**HOW TO COMPLETE THIS TASK**
From the entries below, return every line that includes the word "lane".

(Saved data entries)
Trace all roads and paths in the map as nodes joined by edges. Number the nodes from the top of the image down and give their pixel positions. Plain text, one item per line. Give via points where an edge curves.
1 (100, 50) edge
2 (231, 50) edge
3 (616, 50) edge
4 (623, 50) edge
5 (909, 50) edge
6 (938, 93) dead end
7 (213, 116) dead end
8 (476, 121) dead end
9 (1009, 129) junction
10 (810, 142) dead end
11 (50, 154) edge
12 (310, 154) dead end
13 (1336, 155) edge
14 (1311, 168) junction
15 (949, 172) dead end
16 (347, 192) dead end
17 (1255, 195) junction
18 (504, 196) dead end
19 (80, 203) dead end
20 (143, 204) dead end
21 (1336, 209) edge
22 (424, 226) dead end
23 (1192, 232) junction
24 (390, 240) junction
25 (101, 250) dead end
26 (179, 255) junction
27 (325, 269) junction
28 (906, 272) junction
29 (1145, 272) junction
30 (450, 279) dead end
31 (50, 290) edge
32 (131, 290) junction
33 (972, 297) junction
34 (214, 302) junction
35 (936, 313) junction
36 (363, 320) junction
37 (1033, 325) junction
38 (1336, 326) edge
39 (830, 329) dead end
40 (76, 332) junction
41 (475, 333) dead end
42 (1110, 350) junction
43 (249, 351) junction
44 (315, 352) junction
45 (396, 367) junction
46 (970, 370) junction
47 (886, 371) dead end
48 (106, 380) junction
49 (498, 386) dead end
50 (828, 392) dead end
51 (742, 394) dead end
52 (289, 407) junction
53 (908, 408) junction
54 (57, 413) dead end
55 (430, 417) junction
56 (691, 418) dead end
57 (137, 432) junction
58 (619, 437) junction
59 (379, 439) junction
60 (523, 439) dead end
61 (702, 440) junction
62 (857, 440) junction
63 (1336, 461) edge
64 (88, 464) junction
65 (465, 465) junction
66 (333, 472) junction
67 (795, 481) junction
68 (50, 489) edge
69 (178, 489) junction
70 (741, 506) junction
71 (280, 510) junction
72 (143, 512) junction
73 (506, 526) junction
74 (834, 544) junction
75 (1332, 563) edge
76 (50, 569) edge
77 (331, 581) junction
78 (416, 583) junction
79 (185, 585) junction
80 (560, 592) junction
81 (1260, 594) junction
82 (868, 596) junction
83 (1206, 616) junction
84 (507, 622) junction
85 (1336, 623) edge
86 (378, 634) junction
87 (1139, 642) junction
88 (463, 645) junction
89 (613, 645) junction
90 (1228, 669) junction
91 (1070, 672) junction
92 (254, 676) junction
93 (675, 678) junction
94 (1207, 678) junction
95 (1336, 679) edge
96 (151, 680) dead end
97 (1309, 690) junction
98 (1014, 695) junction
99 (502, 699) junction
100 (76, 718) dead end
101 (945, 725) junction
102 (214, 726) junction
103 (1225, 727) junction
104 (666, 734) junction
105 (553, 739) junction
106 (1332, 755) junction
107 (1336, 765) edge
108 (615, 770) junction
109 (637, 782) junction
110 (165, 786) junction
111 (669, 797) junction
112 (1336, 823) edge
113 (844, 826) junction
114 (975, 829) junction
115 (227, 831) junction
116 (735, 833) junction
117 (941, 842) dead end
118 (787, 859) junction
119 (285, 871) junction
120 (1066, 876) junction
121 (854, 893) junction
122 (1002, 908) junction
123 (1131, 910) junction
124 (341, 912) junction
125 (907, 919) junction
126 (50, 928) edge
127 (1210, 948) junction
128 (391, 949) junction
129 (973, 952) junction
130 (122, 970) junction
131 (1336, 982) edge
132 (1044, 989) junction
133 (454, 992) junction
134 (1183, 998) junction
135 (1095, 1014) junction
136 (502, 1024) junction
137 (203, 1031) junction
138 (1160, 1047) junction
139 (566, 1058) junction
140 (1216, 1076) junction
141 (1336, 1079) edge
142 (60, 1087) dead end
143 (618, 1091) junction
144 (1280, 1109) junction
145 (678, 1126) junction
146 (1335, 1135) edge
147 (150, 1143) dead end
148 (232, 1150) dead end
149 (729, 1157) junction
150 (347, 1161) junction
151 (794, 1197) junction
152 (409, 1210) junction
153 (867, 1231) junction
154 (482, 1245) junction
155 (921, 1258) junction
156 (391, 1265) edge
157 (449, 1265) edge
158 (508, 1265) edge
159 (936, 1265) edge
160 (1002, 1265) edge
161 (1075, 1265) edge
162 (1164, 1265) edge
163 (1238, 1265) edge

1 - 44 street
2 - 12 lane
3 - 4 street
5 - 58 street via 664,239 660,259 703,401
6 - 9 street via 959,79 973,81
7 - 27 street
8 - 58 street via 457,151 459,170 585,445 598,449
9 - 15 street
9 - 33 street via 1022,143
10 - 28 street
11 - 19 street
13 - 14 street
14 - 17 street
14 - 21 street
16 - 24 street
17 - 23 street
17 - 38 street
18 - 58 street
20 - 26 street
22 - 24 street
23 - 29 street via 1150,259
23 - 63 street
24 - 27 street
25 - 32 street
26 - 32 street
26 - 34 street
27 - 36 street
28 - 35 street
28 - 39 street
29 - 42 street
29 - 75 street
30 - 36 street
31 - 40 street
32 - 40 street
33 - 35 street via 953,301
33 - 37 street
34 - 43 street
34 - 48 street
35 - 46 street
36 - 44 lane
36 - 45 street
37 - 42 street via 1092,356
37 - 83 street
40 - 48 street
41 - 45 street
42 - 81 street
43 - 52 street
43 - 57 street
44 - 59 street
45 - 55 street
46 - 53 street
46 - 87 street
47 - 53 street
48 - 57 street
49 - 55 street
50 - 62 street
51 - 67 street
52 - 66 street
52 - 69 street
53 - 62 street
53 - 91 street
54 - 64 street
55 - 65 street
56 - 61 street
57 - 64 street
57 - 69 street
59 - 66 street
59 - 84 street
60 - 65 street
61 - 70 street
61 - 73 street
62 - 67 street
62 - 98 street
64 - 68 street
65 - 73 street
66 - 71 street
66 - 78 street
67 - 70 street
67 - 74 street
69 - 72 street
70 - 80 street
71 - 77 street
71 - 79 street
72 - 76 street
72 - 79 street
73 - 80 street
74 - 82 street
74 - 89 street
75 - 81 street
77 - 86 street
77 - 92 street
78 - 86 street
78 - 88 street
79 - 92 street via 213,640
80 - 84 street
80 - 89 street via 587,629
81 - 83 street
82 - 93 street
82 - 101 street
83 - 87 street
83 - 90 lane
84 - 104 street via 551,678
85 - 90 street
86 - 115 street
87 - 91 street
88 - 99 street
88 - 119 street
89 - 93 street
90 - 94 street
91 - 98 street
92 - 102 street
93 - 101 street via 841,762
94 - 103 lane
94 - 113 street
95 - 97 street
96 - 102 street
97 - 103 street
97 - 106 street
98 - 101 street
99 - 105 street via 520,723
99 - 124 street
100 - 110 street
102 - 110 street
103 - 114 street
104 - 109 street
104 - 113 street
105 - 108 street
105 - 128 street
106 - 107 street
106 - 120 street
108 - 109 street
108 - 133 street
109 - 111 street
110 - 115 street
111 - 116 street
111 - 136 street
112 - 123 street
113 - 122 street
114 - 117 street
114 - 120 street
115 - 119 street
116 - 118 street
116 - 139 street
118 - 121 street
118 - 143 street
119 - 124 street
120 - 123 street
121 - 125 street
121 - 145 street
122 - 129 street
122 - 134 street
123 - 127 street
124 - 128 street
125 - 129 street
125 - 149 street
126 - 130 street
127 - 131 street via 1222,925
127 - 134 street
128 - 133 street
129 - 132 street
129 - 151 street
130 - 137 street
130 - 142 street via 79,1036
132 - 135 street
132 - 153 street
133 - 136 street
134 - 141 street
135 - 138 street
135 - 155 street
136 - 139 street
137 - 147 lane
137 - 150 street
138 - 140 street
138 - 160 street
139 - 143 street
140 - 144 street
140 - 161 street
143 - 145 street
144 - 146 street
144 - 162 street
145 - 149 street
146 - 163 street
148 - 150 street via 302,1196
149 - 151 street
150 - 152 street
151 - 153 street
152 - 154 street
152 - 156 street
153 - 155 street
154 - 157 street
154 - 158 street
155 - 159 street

**WRITTEN REPLY**
2 - 12 lane
36 - 44 lane
83 - 90 lane
94 - 103 lane
137 - 147 lane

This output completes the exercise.